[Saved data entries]

┏━━

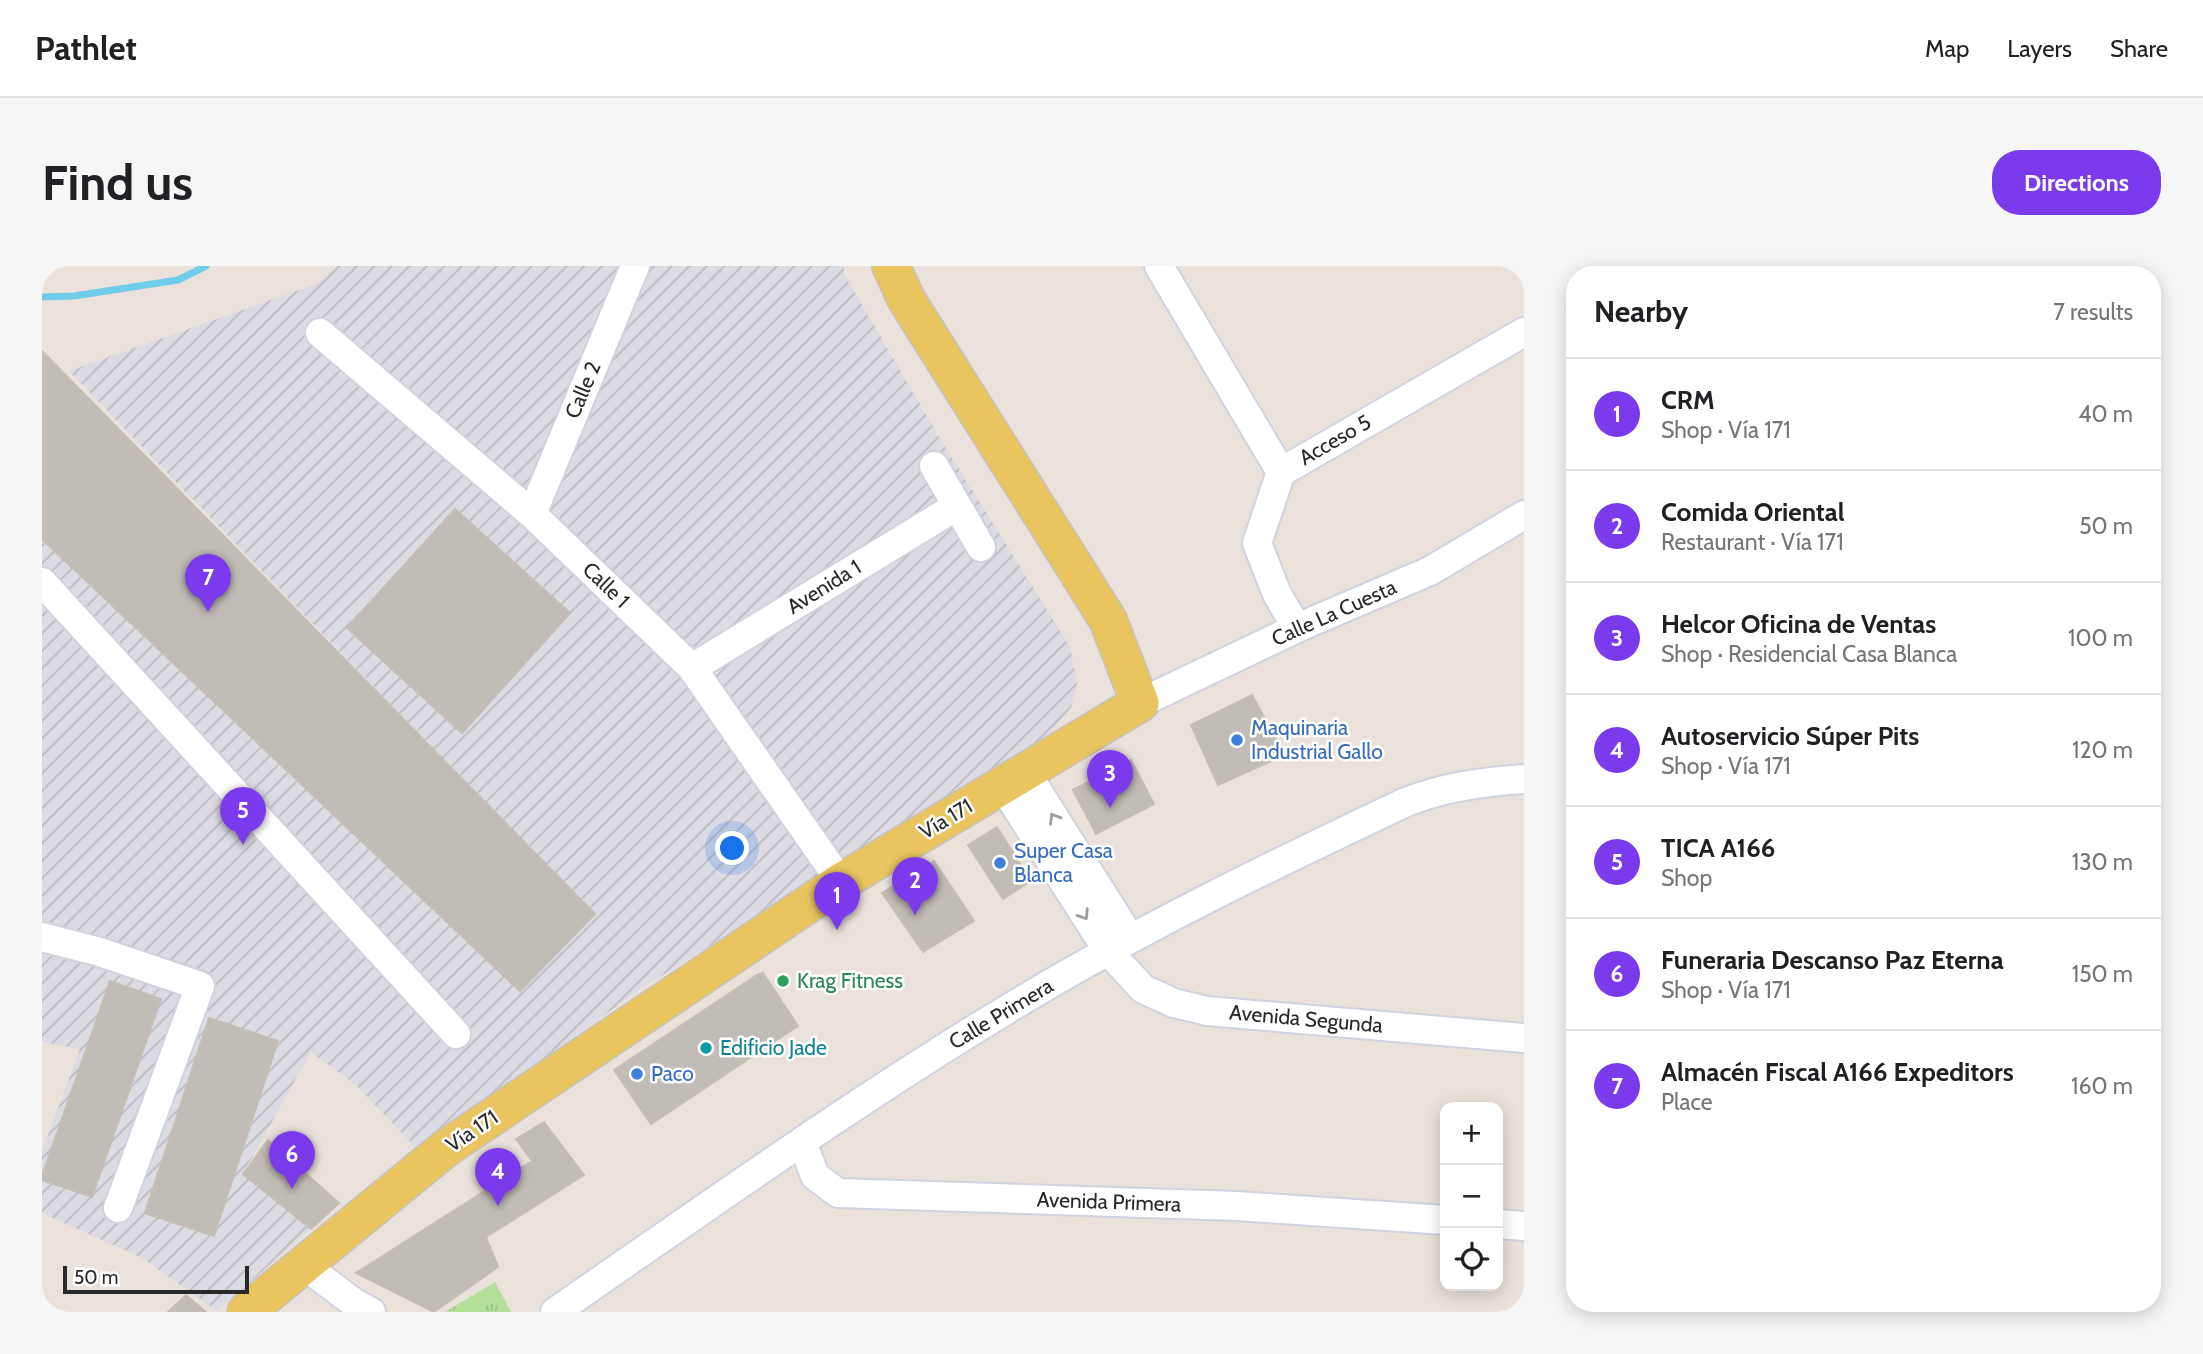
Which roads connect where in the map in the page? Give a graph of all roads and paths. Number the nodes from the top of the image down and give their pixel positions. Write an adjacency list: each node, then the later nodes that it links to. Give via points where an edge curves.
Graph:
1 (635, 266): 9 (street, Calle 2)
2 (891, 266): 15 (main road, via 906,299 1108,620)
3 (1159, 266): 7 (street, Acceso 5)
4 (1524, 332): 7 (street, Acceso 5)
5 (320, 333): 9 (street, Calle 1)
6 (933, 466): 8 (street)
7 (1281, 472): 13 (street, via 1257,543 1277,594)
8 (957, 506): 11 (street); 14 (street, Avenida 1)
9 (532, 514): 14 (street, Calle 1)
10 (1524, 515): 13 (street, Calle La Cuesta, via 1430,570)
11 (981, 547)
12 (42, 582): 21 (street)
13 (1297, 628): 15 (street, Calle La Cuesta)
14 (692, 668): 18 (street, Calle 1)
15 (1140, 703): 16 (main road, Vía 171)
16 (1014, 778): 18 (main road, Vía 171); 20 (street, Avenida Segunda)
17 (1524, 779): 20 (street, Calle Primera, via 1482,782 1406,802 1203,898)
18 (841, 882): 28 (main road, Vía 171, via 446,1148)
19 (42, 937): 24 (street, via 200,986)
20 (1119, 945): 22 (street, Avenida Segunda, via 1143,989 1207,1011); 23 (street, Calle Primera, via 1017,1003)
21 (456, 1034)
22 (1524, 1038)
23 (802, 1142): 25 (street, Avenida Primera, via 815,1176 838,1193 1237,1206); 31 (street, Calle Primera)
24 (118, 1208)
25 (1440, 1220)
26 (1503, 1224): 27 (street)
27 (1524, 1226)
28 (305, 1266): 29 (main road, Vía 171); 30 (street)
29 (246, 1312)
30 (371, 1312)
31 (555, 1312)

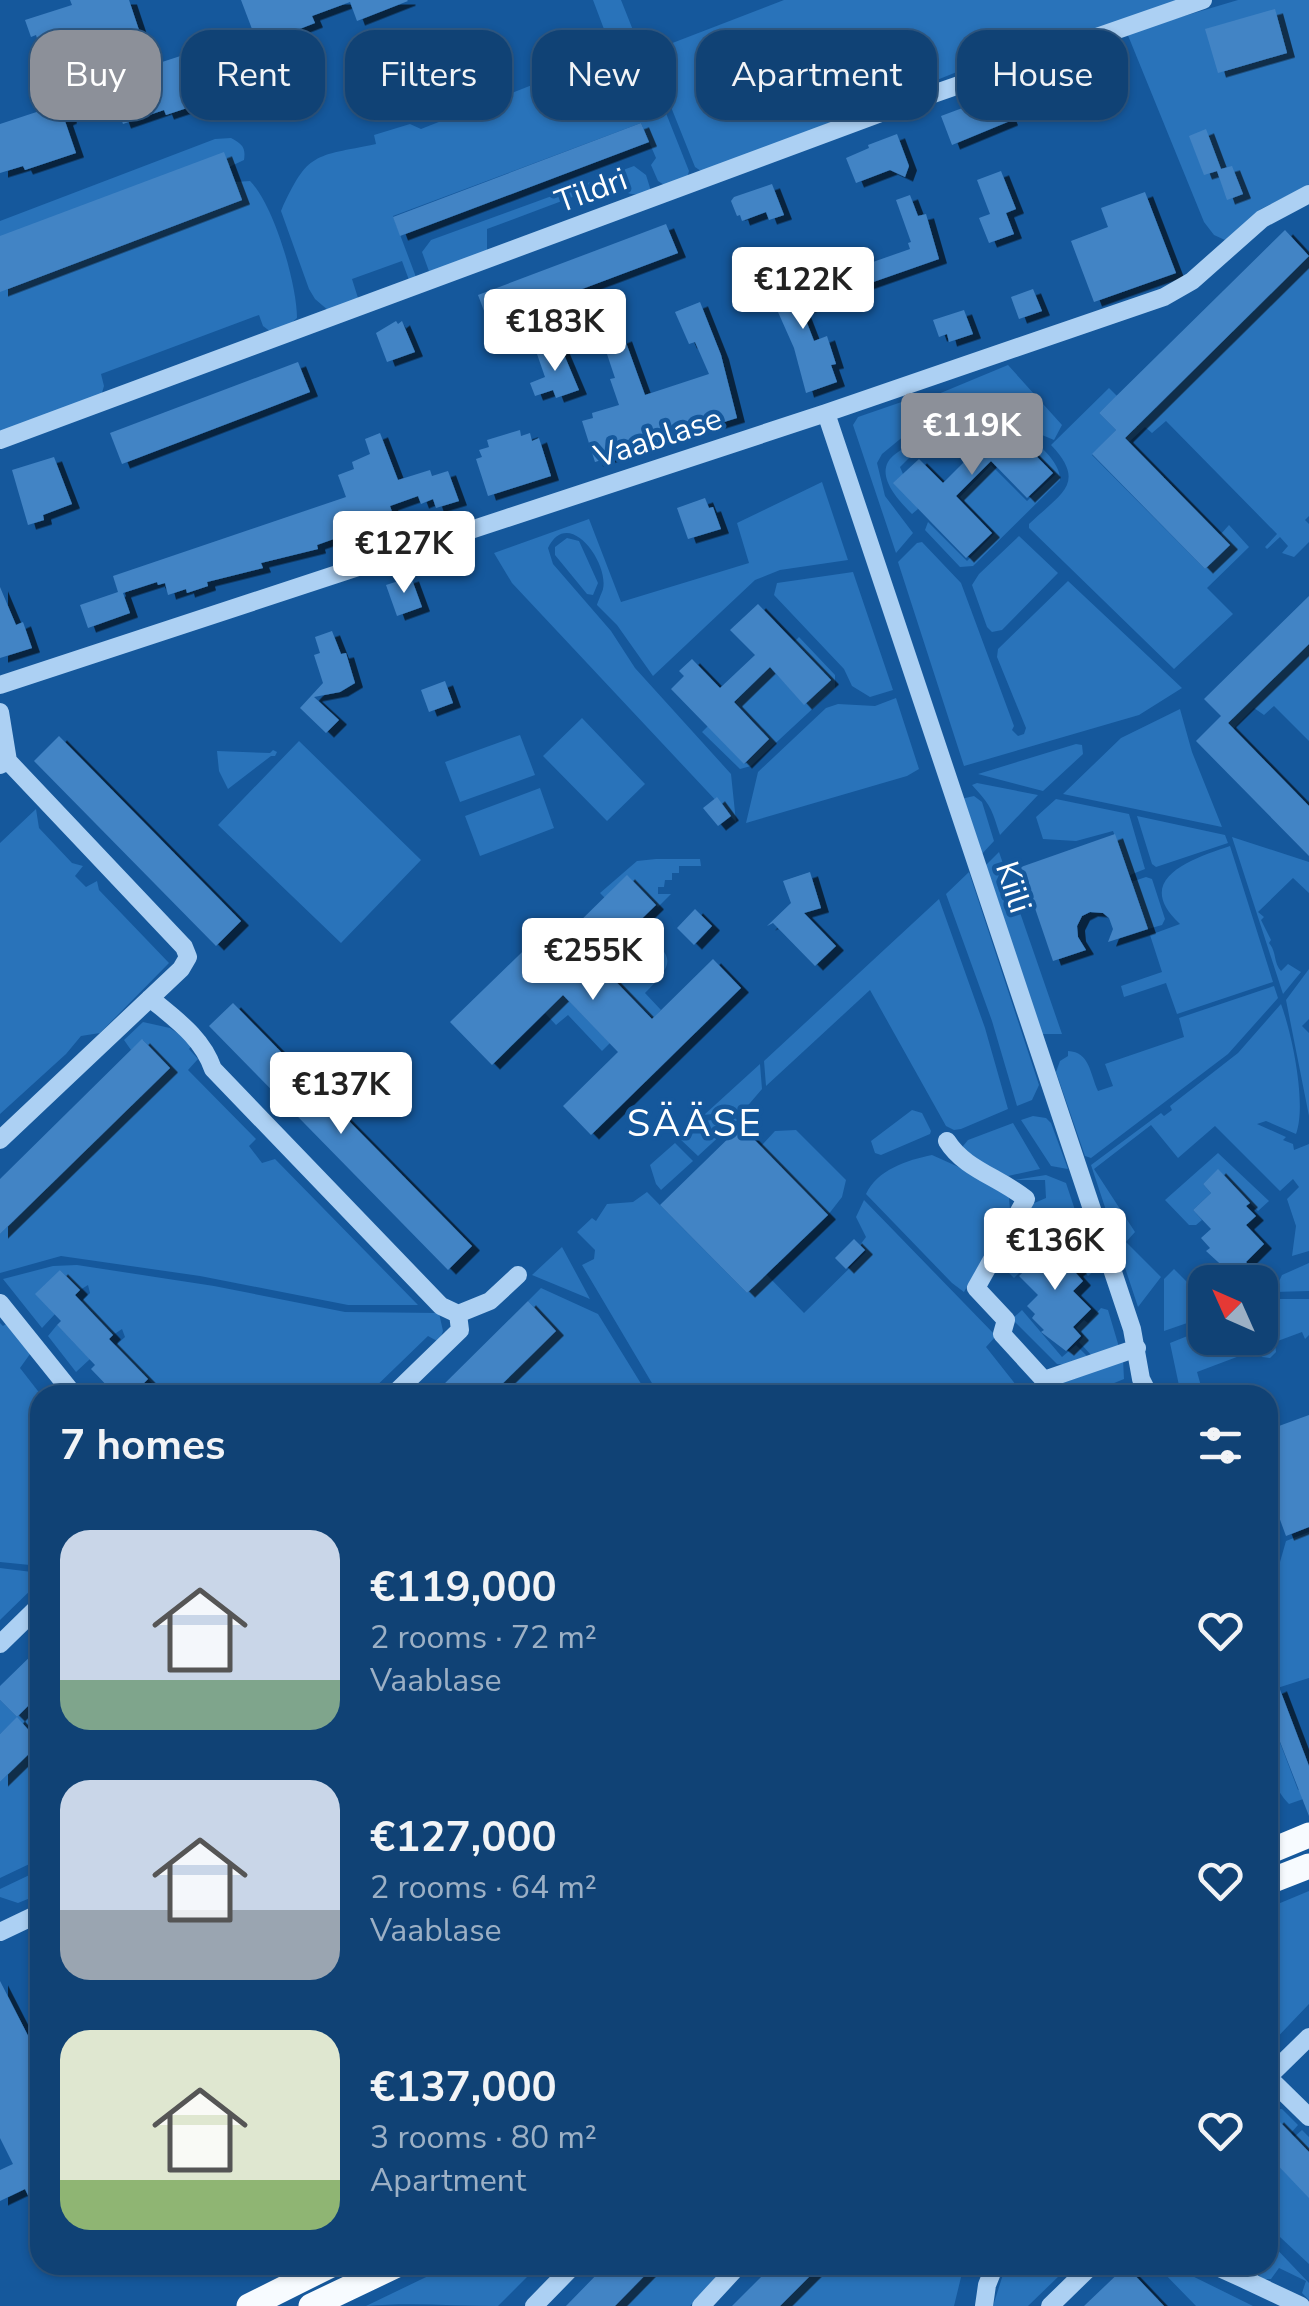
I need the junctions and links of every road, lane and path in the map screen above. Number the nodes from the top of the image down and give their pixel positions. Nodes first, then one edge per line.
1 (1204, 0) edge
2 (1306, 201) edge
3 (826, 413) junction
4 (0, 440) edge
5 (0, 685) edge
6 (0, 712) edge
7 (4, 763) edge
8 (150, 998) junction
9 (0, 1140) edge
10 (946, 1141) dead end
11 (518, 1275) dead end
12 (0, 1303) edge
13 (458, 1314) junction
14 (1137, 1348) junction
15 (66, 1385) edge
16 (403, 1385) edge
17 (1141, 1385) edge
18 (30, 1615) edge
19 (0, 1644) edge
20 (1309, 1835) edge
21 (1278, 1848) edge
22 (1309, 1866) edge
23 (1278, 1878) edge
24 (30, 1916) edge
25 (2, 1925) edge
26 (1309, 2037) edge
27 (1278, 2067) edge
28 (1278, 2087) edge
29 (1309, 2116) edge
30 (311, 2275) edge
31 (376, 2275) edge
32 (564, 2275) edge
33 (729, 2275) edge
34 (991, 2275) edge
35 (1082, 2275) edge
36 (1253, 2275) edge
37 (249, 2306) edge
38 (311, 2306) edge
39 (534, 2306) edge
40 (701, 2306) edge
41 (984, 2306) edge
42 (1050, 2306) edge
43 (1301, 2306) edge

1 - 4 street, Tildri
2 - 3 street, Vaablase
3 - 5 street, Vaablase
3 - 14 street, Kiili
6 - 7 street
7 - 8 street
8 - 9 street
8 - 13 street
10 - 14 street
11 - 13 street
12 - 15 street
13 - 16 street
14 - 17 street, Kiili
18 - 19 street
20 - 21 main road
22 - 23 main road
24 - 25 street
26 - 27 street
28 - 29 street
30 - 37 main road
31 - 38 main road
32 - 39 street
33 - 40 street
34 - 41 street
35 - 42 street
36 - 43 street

┗━━

Only the text of the entries above is to be given again, exactly, with the pictures left out.

Written solution |
Which roads connect where in the map in the page? Give a graph of all roads and paths. Number the nodes from the top of the image down and give their pixel positions. Write an adjacency list: each node, then the later nodes that it links to. Give via points where an edge curves.
Graph:
1 (635, 266): 9 (street, Calle 2)
2 (891, 266): 15 (main road, via 906,299 1108,620)
3 (1159, 266): 7 (street, Acceso 5)
4 (1524, 332): 7 (street, Acceso 5)
5 (320, 333): 9 (street, Calle 1)
6 (933, 466): 8 (street)
7 (1281, 472): 13 (street, via 1257,543 1277,594)
8 (957, 506): 11 (street); 14 (street, Avenida 1)
9 (532, 514): 14 (street, Calle 1)
10 (1524, 515): 13 (street, Calle La Cuesta, via 1430,570)
11 (981, 547)
12 (42, 582): 21 (street)
13 (1297, 628): 15 (street, Calle La Cuesta)
14 (692, 668): 18 (street, Calle 1)
15 (1140, 703): 16 (main road, Vía 171)
16 (1014, 778): 18 (main road, Vía 171); 20 (street, Avenida Segunda)
17 (1524, 779): 20 (street, Calle Primera, via 1482,782 1406,802 1203,898)
18 (841, 882): 28 (main road, Vía 171, via 446,1148)
19 (42, 937): 24 (street, via 200,986)
20 (1119, 945): 22 (street, Avenida Segunda, via 1143,989 1207,1011); 23 (street, Calle Primera, via 1017,1003)
21 (456, 1034)
22 (1524, 1038)
23 (802, 1142): 25 (street, Avenida Primera, via 815,1176 838,1193 1237,1206); 31 (street, Calle Primera)
24 (118, 1208)
25 (1440, 1220)
26 (1503, 1224): 27 (street)
27 (1524, 1226)
28 (305, 1266): 29 (main road, Vía 171); 30 (street)
29 (246, 1312)
30 (371, 1312)
31 (555, 1312)

I need the junctions and links of every road, lane and path in the map screen above. Number the nodes from the top of the image down and give their pixel positions. Nodes first, then one edge per line.
1 (1204, 0) edge
2 (1306, 201) edge
3 (826, 413) junction
4 (0, 440) edge
5 (0, 685) edge
6 (0, 712) edge
7 (4, 763) edge
8 (150, 998) junction
9 (0, 1140) edge
10 (946, 1141) dead end
11 (518, 1275) dead end
12 (0, 1303) edge
13 (458, 1314) junction
14 (1137, 1348) junction
15 (66, 1385) edge
16 (403, 1385) edge
17 (1141, 1385) edge
18 (30, 1615) edge
19 (0, 1644) edge
20 (1309, 1835) edge
21 (1278, 1848) edge
22 (1309, 1866) edge
23 (1278, 1878) edge
24 (30, 1916) edge
25 (2, 1925) edge
26 (1309, 2037) edge
27 (1278, 2067) edge
28 (1278, 2087) edge
29 (1309, 2116) edge
30 (311, 2275) edge
31 (376, 2275) edge
32 (564, 2275) edge
33 (729, 2275) edge
34 (991, 2275) edge
35 (1082, 2275) edge
36 (1253, 2275) edge
37 (249, 2306) edge
38 (311, 2306) edge
39 (534, 2306) edge
40 (701, 2306) edge
41 (984, 2306) edge
42 (1050, 2306) edge
43 (1301, 2306) edge

1 - 4 street, Tildri
2 - 3 street, Vaablase
3 - 5 street, Vaablase
3 - 14 street, Kiili
6 - 7 street
7 - 8 street
8 - 9 street
8 - 13 street
10 - 14 street
11 - 13 street
12 - 15 street
13 - 16 street
14 - 17 street, Kiili
18 - 19 street
20 - 21 main road
22 - 23 main road
24 - 25 street
26 - 27 street
28 - 29 street
30 - 37 main road
31 - 38 main road
32 - 39 street
33 - 40 street
34 - 41 street
35 - 42 street
36 - 43 street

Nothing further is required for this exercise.